What this task involves — Go through the entries one line at a time, and gather every line that has the word "roads".

·····

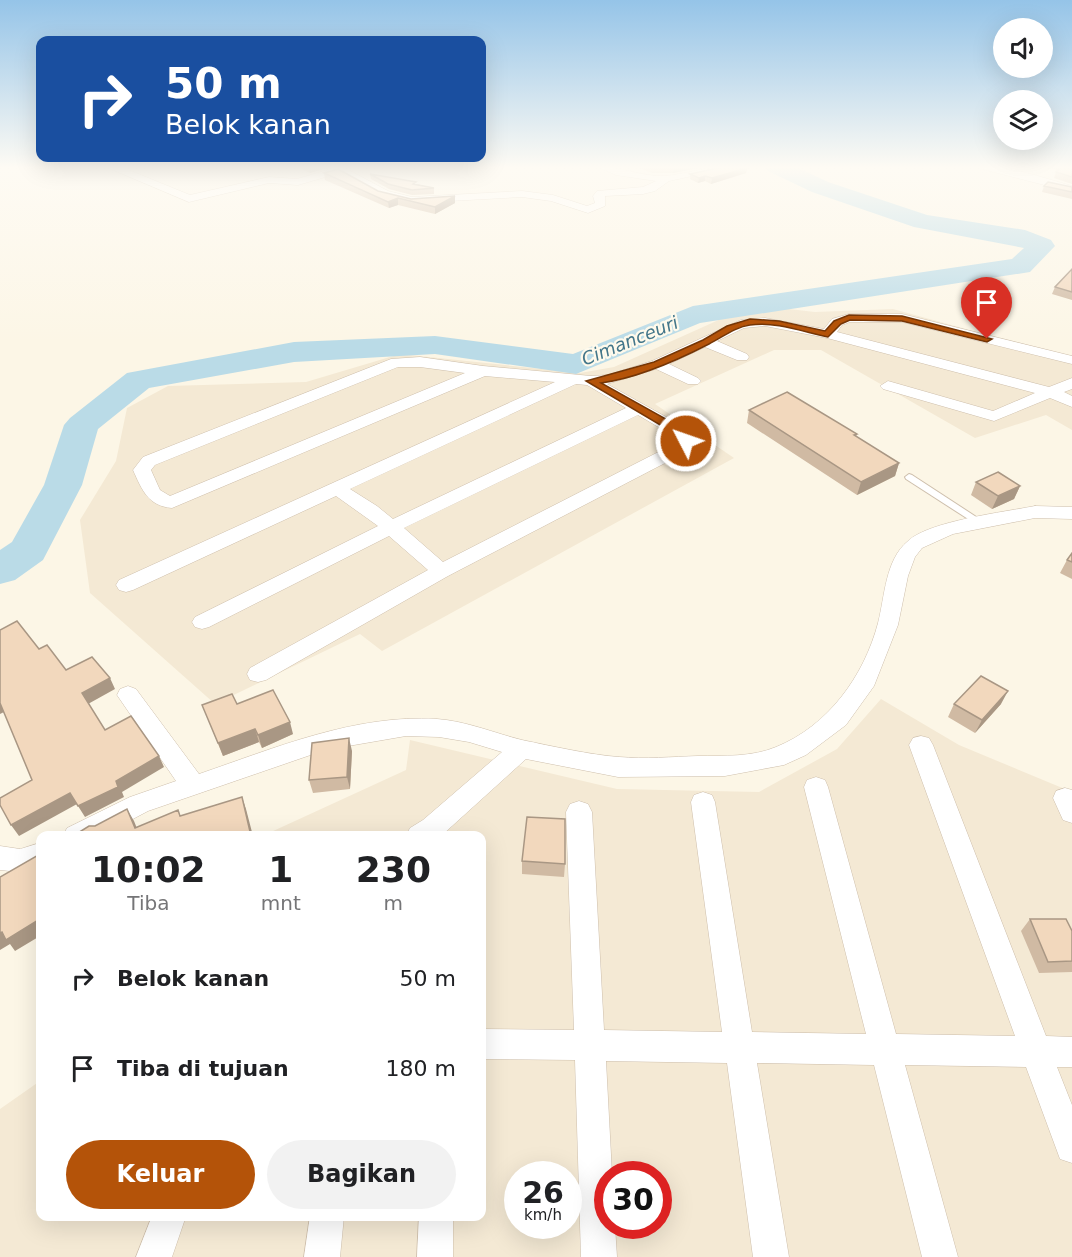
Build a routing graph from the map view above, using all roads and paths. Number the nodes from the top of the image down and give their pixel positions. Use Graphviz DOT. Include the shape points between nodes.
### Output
graph roads {
  1 [pos="828,334"];
  2 [pos="707,342"];
  3 [pos="742,357"];
  4 [pos="1072,360"];
  5 [pos="657,364"];
  6 [pos="483,371"];
  7 [pos="571,380"];
  8 [pos="591,381"];
  9 [pos="693,381"];
  10 [pos="1072,383"];
  11 [pos="888,386"];
  12 [pos="1053,393"];
  13 [pos="1072,402"];
  14 [pos="637,409"];
  15 [pos="909,477"];
  16 [pos="338,489"];
  17 [pos="1072,513"];
  18 [pos="982,524"];
  19 [pos="391,527"];
  20 [pos="441,572"];
  21 [pos="126,585"];
  22 [pos="202,622"];
  23 [pos="258,674"];
  24 [pos="128,695"];
  25 [pos="921,745"];
  26 [pos="522,749"];
  27 [pos="193,785"];
  28 [pos="816,787"];
  29 [pos="703,802"];
  30 [pos="579,812"];
  31 [pos="86,831"];
  32 [pos="427,831"];
  33 [pos="36,855"];
  34 [pos="0,858"];
  35 [pos="486,1044"];
  36 [pos="589,1046"];
  37 [pos="740,1048"];
  38 [pos="885,1050"];
  39 [pos="1036,1052"];
  40 [pos="1072,1052"];
  41 [pos="1072,1147"];
  42 [pos="167,1221"];
  43 [pos="326,1221"];
  44 [pos="436,1221"];
  45 [pos="154,1257"];
  46 [pos="322,1257"];
  47 [pos="435,1257"];
  48 [pos="598,1257"];
  49 [pos="771,1257"];
  50 [pos="940,1257"];
  1 -- 2 [label="street" via="779,323 750,322"];
  1 -- 4 [label="street" via="837,322 849,318 902,318"];
  1 -- 12 [label="street"];
  2 -- 3 [label="street"];
  2 -- 5 [label="street"];
  5 -- 8 [label="street"];
  5 -- 9 [label="street"];
  6 -- 6 [label="street" via="396,362 160,456 142,470 156,497 172,502"];
  6 -- 7 [label="street"];
  7 -- 8 [label="street"];
  7 -- 16 [label="street"];
  8 -- 14 [label="street"];
  10 -- 12 [label="street"];
  11 -- 12 [label="street" via="987,416 1001,415"];
  12 -- 13 [label="street"];
  14 -- 19 [label="street"];
  14 -- 20 [label="street" via="684,435 684,446"];
  15 -- 18 [label="lane"];
  16 -- 19 [label="street"];
  16 -- 21 [label="street"];
  17 -- 18 [label="street" via="1035,512"];
  18 -- 26 [label="street" via="948,530 915,544 898,576 888,625 866,680 838,719 798,748 776,758 725,766 618,767"];
  19 -- 20 [label="street"];
  19 -- 22 [label="street"];
  20 -- 23 [label="street"];
  24 -- 27 [label="street"];
  25 -- 39 [label="street"];
  26 -- 27 [label="street" via="469,733 406,727 324,741"];
  26 -- 32 [label="street"];
  27 -- 31 [label="street" via="139,804"];
  28 -- 38 [label="street"];
  29 -- 37 [label="street"];
  30 -- 36 [label="street"];
  33 -- 34 [label="street" via="8,861"];
  35 -- 36 [label="street"];
  36 -- 37 [label="street"];
  36 -- 48 [label="street"];
  37 -- 38 [label="street"];
  37 -- 49 [label="street"];
  38 -- 39 [label="street"];
  38 -- 50 [label="street"];
  39 -- 40 [label="street"];
  39 -- 41 [label="street"];
  42 -- 45 [label="street"];
  43 -- 46 [label="street"];
  44 -- 47 [label="street"];
}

·····

Exercise answer —
Build a routing graph from the map view above, using all roads and paths. Number the nodes from the top of the image down and give their pixel positions. Use Graphviz DOT. Include the shape points between nodes.
graph roads {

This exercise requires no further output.